### RECORDS SHOWN
· · ·
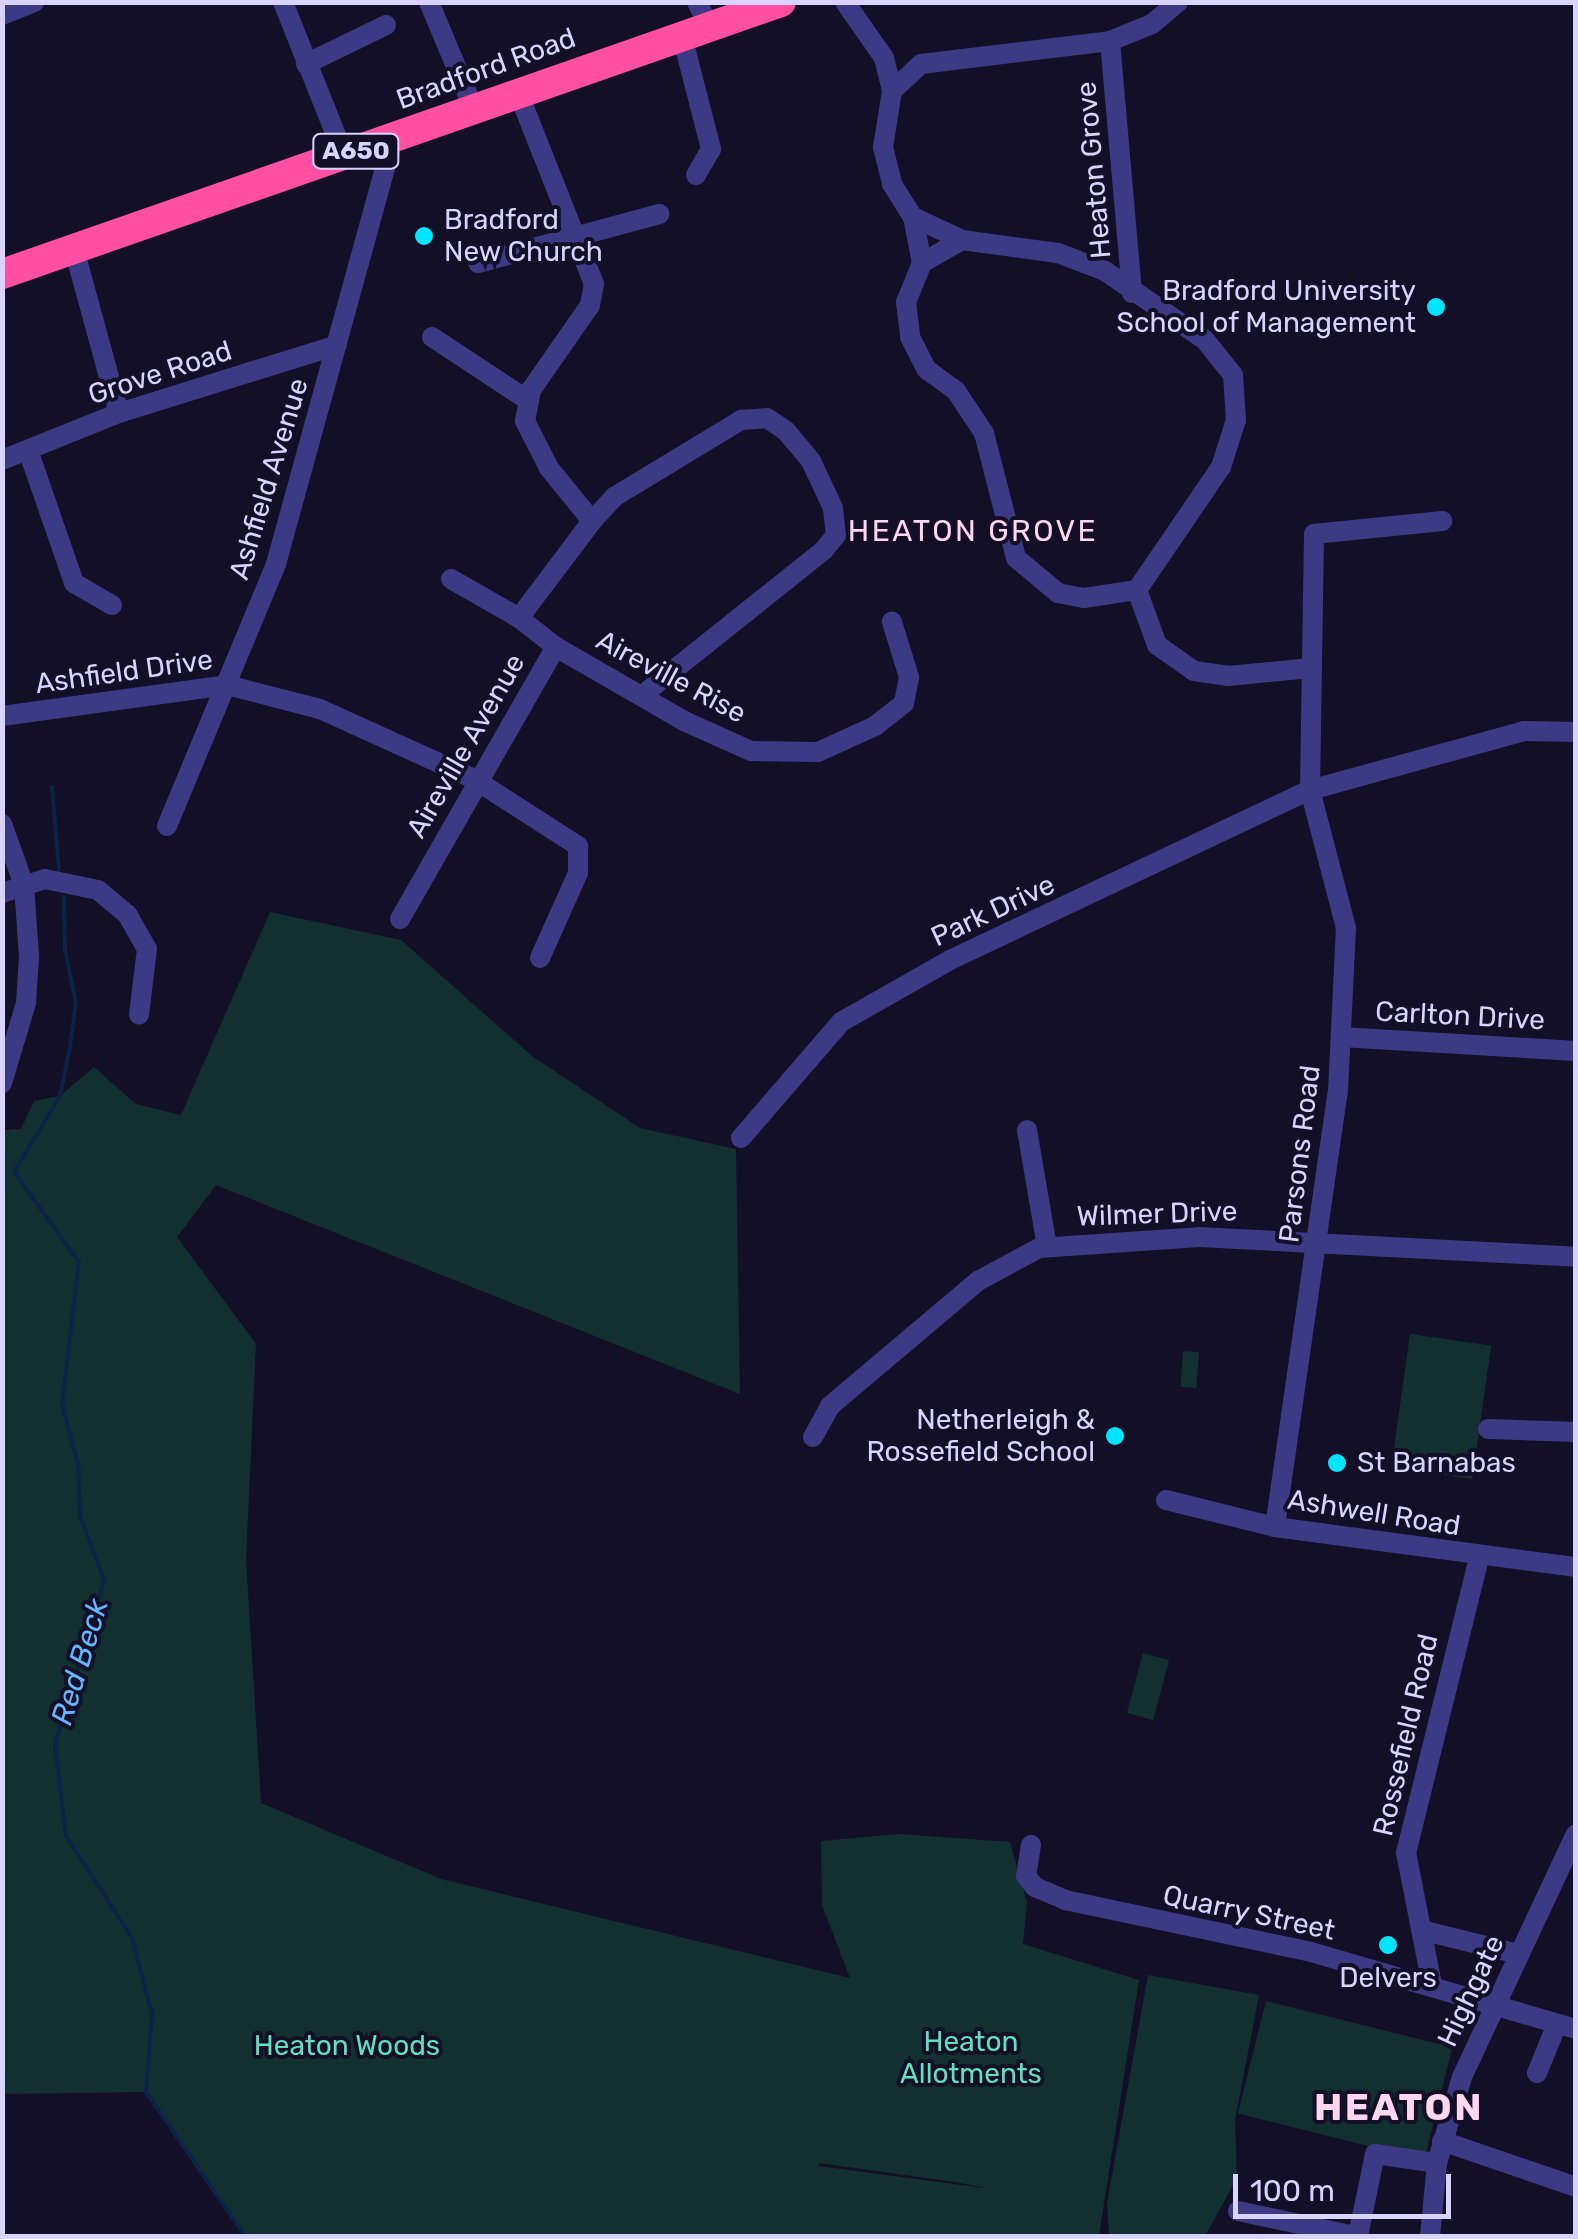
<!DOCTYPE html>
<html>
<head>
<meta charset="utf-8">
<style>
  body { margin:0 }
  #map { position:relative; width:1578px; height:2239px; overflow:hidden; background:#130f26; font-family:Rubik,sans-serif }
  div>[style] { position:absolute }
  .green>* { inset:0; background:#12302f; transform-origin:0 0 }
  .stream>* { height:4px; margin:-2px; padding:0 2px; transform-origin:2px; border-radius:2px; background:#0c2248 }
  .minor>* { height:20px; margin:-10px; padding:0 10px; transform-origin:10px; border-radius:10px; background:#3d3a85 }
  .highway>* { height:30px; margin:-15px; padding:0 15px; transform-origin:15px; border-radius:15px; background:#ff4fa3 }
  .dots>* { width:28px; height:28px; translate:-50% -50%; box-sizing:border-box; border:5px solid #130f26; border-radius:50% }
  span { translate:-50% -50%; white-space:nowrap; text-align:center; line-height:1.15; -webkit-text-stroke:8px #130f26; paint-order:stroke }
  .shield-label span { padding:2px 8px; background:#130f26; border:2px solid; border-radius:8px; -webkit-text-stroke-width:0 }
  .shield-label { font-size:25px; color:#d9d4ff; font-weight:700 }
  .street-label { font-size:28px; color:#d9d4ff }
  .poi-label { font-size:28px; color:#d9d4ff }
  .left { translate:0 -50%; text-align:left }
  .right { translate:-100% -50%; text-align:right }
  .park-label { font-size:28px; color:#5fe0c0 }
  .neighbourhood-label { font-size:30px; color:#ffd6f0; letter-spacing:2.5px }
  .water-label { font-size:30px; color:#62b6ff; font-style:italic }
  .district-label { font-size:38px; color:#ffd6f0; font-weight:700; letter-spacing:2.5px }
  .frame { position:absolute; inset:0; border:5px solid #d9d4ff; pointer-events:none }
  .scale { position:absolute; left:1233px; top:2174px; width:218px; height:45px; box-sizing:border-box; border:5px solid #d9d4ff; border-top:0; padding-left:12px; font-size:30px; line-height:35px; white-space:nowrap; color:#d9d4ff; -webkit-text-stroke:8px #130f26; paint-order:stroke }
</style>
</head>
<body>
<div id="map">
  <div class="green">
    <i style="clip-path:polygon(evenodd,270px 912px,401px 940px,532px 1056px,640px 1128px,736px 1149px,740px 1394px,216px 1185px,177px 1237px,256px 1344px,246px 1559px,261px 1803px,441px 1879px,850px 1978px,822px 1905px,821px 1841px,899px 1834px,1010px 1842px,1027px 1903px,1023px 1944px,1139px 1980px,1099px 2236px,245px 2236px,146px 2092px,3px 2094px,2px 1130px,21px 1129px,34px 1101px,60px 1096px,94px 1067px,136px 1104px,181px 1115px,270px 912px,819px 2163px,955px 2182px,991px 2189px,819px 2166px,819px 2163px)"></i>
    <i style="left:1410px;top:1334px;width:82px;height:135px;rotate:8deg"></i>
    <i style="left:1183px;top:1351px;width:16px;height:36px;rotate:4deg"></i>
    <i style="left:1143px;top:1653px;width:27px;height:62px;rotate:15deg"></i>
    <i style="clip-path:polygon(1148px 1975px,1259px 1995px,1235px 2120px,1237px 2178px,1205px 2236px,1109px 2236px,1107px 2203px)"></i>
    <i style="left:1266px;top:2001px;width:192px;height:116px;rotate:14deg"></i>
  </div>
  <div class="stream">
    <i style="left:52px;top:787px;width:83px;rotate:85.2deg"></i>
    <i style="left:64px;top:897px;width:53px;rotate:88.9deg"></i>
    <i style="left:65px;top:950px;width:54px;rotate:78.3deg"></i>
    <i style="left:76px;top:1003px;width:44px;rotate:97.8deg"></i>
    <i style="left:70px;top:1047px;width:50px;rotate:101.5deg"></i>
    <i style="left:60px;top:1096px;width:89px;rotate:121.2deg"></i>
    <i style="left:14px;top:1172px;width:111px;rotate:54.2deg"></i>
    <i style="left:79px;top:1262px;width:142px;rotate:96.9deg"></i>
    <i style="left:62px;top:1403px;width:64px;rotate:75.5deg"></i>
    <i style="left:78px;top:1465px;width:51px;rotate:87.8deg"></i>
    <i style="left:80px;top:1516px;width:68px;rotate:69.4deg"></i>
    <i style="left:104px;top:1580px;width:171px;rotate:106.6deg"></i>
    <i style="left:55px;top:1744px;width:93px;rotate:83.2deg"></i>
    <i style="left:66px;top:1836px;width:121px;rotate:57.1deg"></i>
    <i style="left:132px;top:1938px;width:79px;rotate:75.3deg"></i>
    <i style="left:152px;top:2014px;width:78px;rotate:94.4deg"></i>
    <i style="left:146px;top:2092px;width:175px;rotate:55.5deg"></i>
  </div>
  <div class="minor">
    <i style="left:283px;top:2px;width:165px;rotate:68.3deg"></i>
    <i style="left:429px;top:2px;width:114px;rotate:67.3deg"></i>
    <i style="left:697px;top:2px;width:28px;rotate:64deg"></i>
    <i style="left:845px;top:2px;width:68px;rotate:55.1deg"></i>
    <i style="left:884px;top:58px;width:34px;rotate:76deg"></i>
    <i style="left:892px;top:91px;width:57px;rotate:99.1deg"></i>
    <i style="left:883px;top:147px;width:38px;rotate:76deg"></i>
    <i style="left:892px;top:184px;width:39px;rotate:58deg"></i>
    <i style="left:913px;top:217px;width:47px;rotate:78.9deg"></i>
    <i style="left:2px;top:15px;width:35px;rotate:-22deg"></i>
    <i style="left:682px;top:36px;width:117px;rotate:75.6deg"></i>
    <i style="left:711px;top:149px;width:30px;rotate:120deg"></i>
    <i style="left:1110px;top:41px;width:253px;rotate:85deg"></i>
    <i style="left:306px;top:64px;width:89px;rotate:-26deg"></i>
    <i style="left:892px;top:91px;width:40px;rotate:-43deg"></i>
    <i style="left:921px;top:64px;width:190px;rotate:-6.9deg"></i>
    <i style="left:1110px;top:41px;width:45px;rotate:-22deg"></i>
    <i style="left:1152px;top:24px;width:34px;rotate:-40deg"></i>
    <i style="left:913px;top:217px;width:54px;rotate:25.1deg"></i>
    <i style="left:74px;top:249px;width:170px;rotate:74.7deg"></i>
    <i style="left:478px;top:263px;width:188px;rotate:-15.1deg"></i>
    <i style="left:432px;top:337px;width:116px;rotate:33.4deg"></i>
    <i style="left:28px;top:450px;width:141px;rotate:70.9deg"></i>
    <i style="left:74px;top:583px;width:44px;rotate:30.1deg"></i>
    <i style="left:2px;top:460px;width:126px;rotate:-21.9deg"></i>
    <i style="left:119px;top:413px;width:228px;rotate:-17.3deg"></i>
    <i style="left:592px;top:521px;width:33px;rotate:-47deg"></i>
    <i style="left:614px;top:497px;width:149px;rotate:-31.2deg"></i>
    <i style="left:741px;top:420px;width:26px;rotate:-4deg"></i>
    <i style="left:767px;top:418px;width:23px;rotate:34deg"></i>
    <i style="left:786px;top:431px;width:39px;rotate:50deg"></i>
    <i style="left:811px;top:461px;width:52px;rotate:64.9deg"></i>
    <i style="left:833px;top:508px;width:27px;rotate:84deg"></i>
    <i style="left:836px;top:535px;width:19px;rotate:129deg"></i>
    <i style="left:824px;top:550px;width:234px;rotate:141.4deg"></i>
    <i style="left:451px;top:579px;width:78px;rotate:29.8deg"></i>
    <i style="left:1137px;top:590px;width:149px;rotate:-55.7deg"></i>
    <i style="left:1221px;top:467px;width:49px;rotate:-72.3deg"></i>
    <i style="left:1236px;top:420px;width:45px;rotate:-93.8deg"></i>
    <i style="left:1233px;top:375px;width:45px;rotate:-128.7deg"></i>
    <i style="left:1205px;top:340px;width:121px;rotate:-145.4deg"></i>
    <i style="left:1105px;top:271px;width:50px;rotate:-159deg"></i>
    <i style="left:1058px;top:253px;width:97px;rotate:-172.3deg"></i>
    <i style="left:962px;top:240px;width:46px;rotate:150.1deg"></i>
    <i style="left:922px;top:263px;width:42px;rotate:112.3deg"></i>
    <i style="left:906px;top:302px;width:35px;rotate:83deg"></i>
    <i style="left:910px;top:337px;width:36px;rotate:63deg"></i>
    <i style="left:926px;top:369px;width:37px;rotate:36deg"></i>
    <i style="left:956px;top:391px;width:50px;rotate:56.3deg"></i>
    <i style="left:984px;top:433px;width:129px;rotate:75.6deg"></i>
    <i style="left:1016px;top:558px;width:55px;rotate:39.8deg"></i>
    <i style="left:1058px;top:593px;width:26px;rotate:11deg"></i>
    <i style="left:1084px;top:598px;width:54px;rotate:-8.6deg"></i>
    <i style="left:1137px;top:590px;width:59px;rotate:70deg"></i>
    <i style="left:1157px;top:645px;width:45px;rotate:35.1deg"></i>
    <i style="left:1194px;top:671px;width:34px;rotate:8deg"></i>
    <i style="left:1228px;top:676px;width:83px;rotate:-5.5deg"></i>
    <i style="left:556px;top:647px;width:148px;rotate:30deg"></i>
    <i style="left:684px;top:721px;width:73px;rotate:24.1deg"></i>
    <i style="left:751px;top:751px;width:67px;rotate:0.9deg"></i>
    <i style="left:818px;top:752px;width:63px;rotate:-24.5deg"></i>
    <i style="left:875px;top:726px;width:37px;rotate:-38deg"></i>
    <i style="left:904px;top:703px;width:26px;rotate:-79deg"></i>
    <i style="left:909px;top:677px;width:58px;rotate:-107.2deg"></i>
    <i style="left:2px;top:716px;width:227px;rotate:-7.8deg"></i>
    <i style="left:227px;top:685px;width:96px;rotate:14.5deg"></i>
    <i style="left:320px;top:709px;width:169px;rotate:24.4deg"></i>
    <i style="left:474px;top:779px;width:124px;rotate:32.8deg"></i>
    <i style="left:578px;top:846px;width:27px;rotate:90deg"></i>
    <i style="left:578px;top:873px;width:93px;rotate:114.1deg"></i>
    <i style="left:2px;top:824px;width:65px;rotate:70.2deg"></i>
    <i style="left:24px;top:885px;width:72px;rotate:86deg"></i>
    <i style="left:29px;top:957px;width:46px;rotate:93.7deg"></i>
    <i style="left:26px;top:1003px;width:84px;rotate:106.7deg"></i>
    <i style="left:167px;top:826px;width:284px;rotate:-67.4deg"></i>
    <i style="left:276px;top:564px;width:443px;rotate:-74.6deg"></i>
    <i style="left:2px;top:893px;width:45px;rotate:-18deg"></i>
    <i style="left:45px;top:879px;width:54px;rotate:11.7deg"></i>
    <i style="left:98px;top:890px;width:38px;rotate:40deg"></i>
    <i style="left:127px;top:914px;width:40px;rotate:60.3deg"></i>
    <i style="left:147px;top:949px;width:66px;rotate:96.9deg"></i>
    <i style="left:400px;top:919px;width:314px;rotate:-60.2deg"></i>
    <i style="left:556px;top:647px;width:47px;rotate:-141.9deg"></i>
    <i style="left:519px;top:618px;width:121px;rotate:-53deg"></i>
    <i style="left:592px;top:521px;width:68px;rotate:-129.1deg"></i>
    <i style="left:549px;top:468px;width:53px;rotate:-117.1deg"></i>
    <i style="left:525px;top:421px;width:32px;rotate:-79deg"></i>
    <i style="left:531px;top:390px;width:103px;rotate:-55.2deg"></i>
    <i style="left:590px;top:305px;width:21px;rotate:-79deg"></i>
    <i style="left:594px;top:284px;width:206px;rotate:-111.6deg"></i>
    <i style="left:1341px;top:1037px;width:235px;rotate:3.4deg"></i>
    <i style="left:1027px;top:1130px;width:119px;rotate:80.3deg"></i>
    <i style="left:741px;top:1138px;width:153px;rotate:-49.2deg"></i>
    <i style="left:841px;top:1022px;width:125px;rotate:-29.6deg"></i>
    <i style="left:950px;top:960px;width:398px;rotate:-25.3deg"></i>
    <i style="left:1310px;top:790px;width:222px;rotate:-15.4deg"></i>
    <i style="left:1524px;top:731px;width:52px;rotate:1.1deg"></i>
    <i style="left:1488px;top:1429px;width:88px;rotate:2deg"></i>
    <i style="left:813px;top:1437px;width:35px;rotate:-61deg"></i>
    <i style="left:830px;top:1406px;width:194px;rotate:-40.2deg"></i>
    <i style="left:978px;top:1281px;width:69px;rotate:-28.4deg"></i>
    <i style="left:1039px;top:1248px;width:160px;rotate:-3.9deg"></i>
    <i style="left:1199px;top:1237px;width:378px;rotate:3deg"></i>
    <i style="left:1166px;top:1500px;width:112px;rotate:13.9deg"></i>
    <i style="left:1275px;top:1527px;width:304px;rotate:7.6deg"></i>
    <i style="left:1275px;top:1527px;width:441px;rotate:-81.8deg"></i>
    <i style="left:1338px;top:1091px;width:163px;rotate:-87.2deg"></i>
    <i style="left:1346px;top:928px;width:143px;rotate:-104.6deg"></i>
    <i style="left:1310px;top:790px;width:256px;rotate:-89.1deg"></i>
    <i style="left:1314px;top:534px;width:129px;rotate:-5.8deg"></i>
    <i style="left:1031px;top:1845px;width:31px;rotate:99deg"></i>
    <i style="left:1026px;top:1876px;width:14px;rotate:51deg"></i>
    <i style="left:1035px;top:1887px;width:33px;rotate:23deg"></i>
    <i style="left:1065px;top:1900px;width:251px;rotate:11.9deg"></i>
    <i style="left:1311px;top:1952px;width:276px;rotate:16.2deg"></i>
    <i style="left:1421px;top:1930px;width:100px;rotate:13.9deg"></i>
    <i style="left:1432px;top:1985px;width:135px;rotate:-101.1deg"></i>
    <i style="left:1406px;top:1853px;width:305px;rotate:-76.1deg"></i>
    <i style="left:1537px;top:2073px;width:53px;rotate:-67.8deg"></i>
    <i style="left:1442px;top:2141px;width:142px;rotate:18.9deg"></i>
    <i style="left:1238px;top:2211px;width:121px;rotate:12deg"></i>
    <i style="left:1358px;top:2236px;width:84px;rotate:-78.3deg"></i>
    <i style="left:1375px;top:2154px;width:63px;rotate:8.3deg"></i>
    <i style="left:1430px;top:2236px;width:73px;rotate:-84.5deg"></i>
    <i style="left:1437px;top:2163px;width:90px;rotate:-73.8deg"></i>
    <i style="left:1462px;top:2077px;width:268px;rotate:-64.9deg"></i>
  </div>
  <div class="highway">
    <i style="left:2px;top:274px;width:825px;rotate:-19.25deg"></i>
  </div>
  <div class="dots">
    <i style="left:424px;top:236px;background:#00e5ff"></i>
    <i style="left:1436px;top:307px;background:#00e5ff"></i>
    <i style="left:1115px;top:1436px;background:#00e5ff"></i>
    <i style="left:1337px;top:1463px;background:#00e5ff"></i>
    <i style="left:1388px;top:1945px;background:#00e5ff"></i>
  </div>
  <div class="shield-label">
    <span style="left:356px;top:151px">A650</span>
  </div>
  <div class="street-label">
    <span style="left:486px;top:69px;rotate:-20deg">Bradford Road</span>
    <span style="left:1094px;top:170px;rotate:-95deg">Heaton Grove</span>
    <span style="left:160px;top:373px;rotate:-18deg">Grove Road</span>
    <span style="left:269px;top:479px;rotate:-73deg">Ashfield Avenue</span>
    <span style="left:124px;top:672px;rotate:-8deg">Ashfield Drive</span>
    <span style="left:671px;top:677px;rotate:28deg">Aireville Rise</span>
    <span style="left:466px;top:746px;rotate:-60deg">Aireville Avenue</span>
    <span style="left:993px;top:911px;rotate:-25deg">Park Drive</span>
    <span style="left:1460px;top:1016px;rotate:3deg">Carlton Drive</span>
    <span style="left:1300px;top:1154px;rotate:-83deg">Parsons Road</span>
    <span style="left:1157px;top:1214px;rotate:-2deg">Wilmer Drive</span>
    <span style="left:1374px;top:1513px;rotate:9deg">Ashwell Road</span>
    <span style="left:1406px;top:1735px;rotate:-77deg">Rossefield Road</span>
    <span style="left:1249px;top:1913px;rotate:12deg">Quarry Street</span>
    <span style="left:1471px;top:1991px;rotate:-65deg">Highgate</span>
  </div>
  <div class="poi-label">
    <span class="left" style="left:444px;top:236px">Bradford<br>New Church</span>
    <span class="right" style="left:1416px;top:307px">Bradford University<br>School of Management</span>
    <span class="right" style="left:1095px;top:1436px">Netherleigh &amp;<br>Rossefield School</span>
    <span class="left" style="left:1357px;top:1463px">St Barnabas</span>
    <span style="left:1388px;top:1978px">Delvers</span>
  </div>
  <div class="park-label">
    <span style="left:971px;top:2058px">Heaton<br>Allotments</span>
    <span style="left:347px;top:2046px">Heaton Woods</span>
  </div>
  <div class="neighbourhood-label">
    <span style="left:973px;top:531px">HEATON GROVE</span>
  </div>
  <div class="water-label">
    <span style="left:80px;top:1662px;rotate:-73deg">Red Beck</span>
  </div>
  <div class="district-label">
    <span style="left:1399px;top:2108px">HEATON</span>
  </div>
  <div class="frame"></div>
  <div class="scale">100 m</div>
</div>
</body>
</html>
· · ·
### YOUR ASSIGNMENT
Write out every line of the listing that holds the word "position".

### YOUR SOLUTION
  #map { position:relative; width:1578px; height:2239px; overflow:hidden; background:#130f26; font-family:Rubik,sans-serif }
  div>[style] { position:absolute }
  .frame { position:absolute; inset:0; border:5px solid #d9d4ff; pointer-events:none }
  .scale { position:absolute; left:1233px; top:2174px; width:218px; height:45px; box-sizing:border-box; border:5px solid #d9d4ff; border-top:0; padding-left:12px; font-size:30px; line-height:35px; white-space:nowrap; color:#d9d4ff; -webkit-text-stroke:8px #130f26; paint-order:stroke }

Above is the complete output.